# TASK DETAILS:
Your answer should be every line from the records that contains "Lynbrook".

Source data:
################
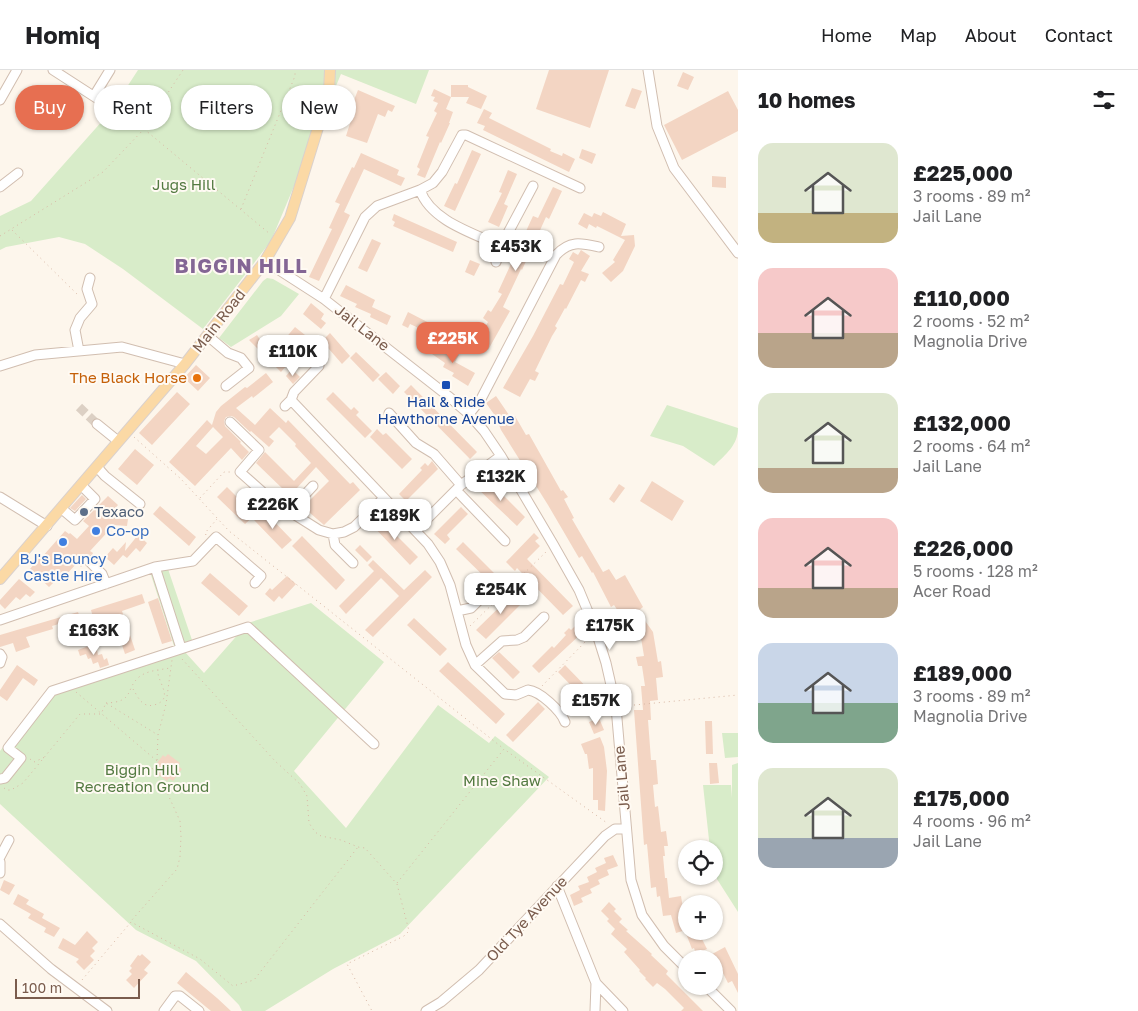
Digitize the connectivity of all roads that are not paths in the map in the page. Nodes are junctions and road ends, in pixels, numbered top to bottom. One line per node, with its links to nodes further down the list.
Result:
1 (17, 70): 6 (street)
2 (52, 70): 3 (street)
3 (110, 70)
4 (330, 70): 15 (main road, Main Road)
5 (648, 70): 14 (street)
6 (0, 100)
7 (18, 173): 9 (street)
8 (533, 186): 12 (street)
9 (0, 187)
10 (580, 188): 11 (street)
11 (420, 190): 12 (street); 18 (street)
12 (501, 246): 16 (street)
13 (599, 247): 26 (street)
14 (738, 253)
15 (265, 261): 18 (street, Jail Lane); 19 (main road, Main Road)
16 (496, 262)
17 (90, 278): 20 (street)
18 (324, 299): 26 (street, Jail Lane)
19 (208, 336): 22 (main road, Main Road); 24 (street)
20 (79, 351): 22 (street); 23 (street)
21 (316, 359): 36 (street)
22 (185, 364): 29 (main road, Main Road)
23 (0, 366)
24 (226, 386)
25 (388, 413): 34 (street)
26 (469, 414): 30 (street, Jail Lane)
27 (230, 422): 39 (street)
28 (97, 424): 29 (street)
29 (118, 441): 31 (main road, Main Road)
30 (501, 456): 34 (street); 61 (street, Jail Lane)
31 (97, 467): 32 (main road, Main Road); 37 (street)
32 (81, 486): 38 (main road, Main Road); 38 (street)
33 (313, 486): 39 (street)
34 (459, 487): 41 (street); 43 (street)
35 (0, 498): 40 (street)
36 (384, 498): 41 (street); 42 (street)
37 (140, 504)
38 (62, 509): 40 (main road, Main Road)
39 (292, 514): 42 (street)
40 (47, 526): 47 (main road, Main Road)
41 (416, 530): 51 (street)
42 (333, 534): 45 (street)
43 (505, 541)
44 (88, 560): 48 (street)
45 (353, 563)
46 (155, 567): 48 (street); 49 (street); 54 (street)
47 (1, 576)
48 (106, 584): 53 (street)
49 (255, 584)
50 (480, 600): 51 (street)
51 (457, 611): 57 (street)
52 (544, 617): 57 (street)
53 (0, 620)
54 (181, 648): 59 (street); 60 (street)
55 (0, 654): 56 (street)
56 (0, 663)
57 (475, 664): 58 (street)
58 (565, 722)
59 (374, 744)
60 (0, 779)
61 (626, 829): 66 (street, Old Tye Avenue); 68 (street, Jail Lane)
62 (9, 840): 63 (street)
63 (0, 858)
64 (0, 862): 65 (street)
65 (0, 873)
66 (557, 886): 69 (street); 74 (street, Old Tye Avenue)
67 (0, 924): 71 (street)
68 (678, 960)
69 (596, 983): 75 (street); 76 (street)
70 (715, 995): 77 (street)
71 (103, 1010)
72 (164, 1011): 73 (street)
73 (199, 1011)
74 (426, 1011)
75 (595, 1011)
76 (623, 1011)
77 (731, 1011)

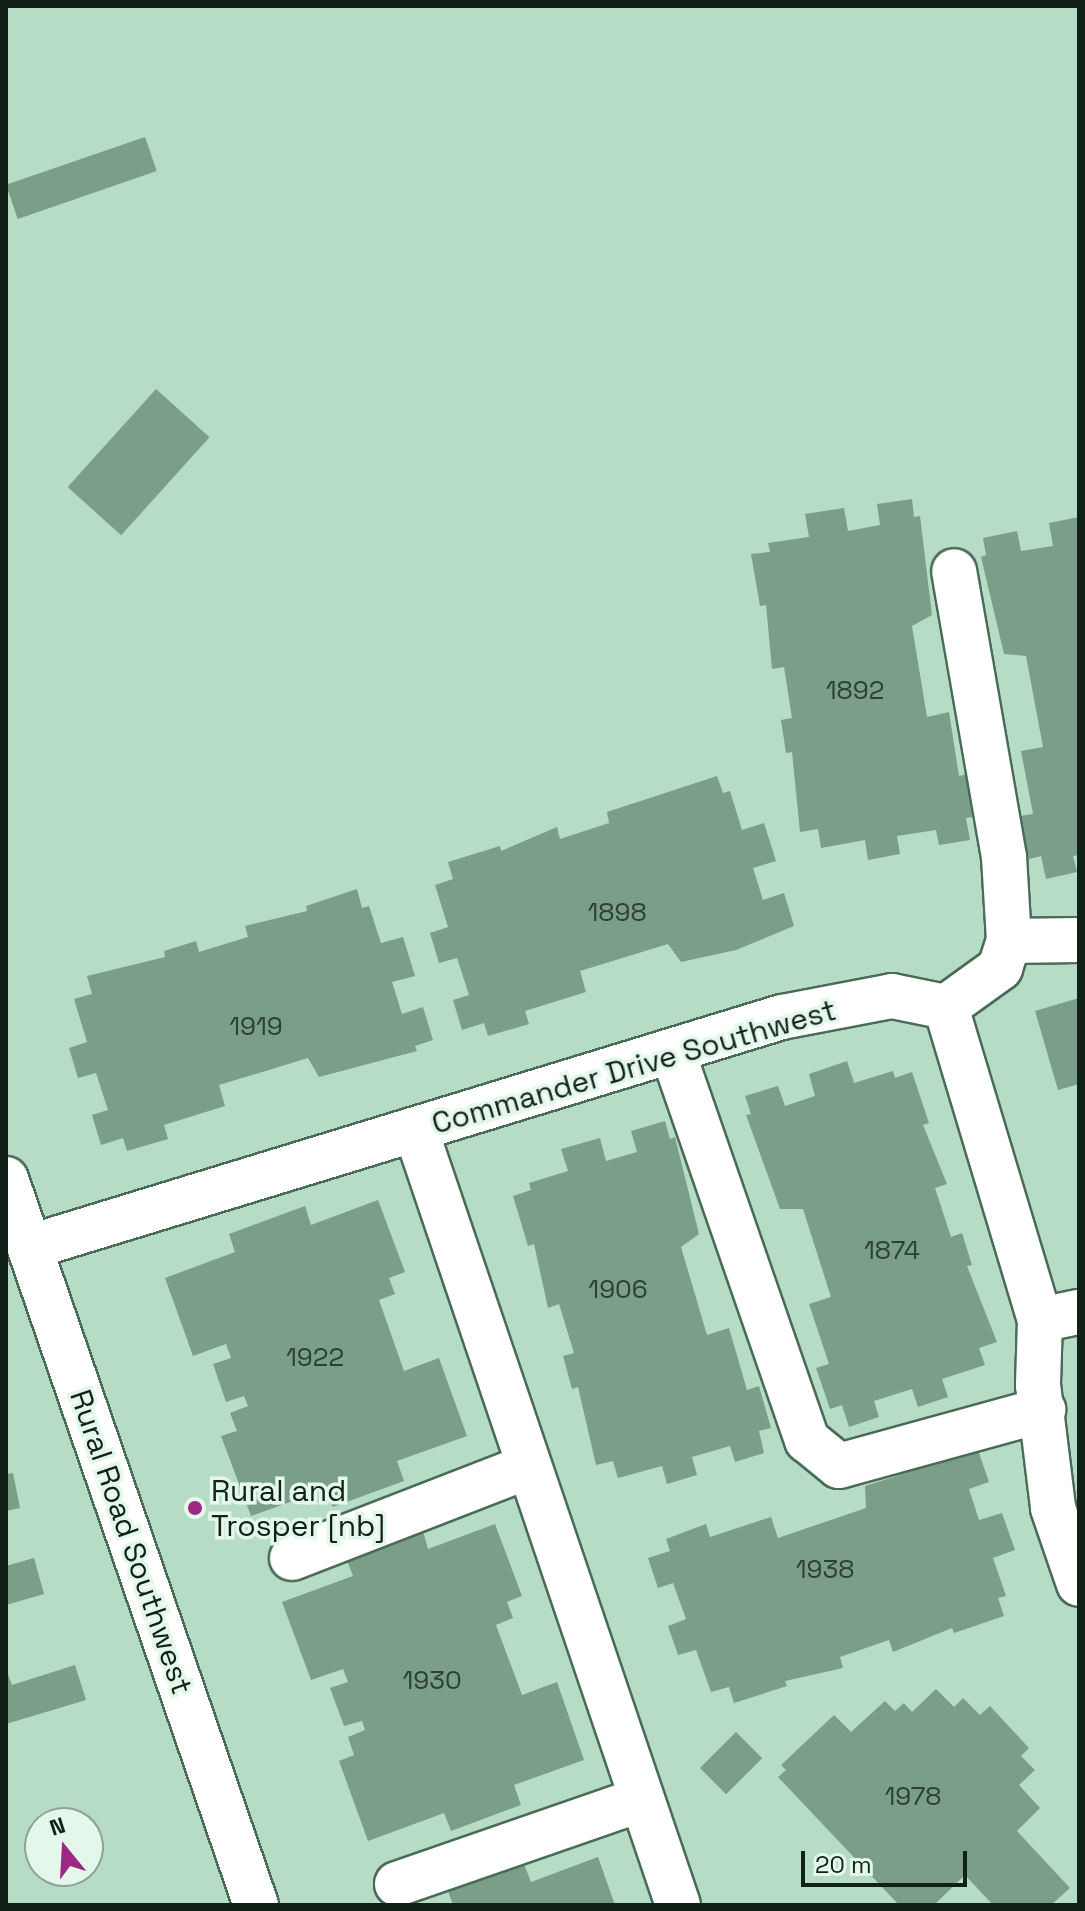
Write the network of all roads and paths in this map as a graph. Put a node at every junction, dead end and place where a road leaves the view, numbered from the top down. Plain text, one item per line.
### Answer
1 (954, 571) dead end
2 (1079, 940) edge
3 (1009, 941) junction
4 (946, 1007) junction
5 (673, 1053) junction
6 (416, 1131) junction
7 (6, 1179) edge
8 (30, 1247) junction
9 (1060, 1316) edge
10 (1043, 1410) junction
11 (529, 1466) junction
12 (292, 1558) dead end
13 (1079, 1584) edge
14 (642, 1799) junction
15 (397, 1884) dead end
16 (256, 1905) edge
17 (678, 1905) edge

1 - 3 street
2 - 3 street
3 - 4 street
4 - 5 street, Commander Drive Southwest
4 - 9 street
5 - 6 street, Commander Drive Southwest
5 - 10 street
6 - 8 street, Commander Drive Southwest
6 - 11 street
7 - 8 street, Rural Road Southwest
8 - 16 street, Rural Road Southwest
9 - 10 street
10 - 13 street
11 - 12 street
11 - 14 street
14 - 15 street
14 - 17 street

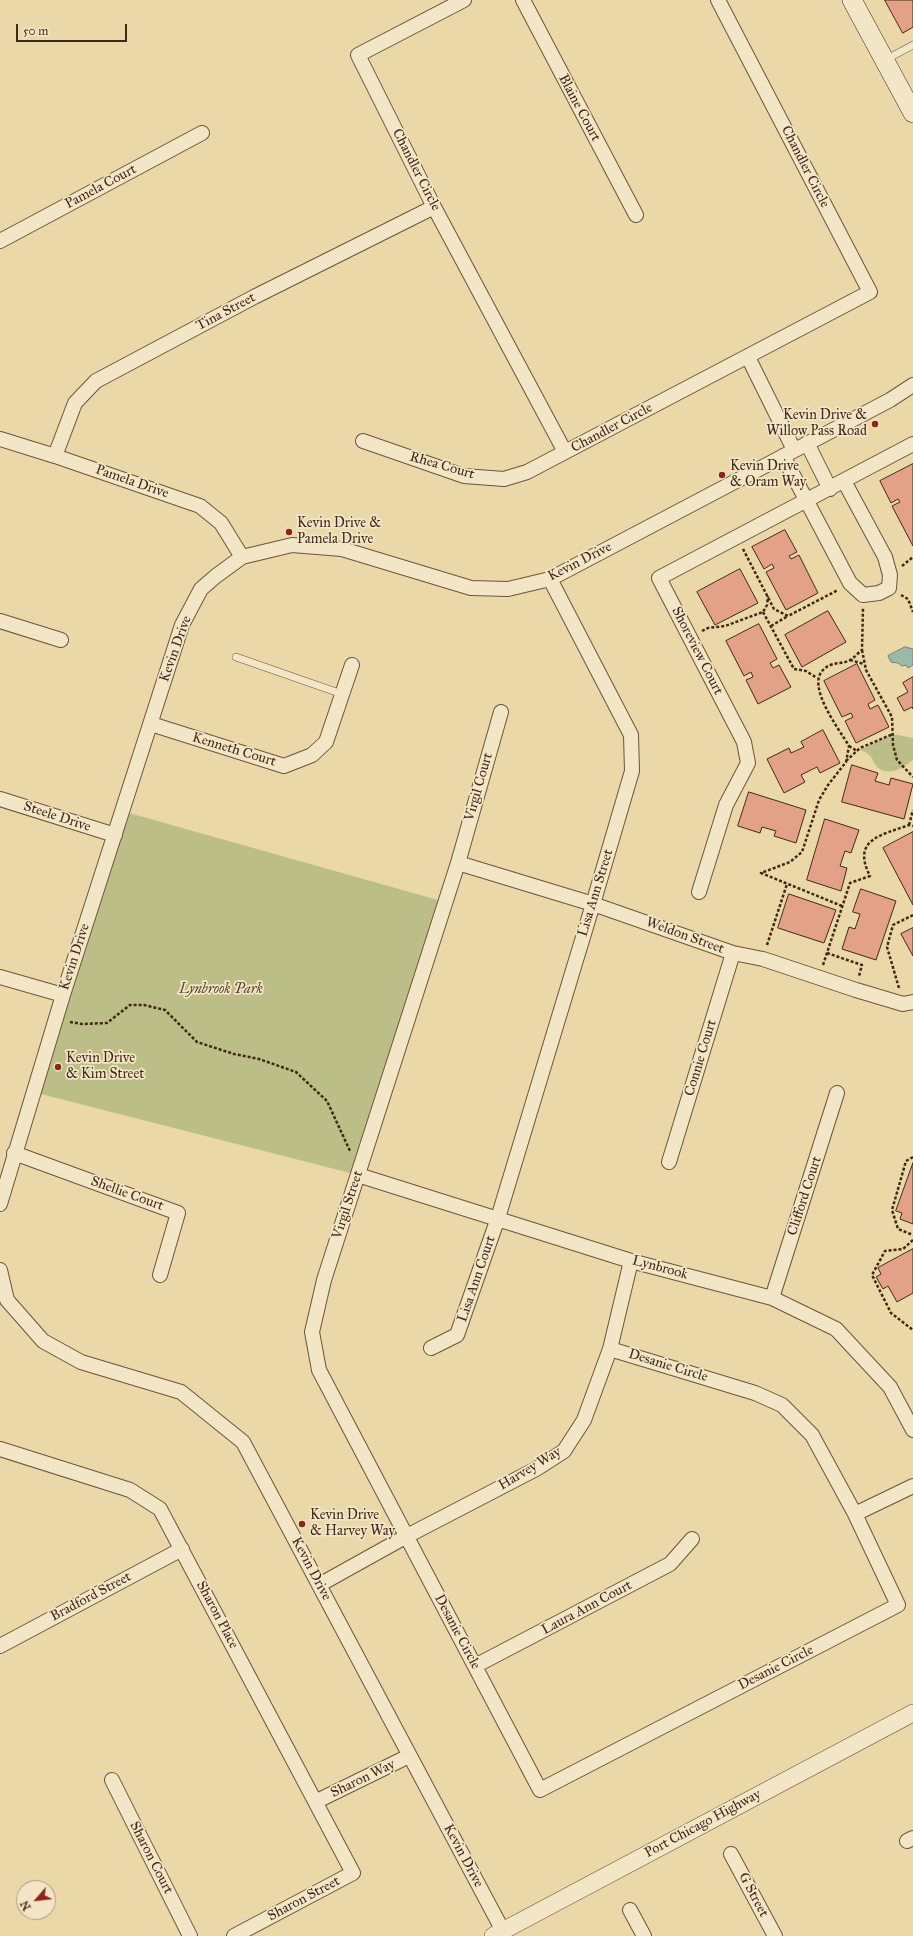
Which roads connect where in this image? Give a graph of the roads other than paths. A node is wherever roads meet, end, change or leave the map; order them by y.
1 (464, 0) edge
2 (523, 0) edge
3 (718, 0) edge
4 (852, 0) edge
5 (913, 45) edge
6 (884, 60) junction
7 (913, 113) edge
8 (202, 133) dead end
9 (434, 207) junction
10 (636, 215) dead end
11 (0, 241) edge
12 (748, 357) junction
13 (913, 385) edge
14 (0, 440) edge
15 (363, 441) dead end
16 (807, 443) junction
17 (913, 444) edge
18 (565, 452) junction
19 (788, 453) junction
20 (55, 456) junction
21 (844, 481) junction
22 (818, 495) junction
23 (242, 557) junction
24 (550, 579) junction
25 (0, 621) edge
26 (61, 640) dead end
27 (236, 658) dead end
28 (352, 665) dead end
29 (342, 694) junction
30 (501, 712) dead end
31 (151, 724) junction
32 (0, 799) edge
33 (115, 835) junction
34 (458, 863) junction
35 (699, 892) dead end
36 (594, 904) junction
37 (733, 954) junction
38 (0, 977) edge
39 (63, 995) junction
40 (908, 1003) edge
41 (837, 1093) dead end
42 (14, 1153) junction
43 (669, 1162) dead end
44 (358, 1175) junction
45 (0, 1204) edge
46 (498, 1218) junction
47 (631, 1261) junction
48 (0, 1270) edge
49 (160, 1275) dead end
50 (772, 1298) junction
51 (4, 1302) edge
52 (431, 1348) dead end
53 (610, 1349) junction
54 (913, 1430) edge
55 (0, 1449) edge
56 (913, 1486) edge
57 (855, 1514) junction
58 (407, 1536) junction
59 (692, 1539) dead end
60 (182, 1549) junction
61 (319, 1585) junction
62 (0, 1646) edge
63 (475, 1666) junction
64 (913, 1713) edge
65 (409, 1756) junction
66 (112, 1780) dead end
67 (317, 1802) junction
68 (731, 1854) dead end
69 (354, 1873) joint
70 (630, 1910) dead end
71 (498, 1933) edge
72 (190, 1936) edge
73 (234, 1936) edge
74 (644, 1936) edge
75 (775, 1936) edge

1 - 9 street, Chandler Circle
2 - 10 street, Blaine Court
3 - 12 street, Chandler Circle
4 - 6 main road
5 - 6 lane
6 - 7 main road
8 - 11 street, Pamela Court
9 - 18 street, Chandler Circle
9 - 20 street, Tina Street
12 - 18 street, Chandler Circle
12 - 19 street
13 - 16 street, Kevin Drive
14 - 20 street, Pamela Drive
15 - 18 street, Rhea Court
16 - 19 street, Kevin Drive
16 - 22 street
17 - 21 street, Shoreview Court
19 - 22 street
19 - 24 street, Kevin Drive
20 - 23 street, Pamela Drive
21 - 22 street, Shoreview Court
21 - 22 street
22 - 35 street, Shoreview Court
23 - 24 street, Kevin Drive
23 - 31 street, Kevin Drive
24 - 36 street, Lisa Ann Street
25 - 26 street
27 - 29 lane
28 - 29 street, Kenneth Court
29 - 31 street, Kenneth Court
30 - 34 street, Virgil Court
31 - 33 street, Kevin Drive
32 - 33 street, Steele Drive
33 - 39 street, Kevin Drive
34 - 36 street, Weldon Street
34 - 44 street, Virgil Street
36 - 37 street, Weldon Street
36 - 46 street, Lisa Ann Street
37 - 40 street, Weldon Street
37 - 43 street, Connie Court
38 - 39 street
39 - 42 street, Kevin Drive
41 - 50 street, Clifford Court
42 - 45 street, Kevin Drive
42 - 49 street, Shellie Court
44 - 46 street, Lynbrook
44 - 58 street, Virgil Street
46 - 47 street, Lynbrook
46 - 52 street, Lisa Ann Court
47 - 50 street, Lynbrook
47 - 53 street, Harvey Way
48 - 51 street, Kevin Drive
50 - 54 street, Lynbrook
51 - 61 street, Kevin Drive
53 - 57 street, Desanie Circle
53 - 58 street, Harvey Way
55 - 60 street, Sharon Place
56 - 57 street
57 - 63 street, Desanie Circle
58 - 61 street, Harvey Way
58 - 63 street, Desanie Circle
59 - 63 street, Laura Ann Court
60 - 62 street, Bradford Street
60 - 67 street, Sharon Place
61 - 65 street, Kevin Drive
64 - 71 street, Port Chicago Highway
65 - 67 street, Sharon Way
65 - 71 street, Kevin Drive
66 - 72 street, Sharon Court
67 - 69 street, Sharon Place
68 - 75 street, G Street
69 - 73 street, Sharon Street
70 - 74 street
################
# RESULT:
44 - 46 street, Lynbrook
46 - 47 street, Lynbrook
47 - 50 street, Lynbrook
50 - 54 street, Lynbrook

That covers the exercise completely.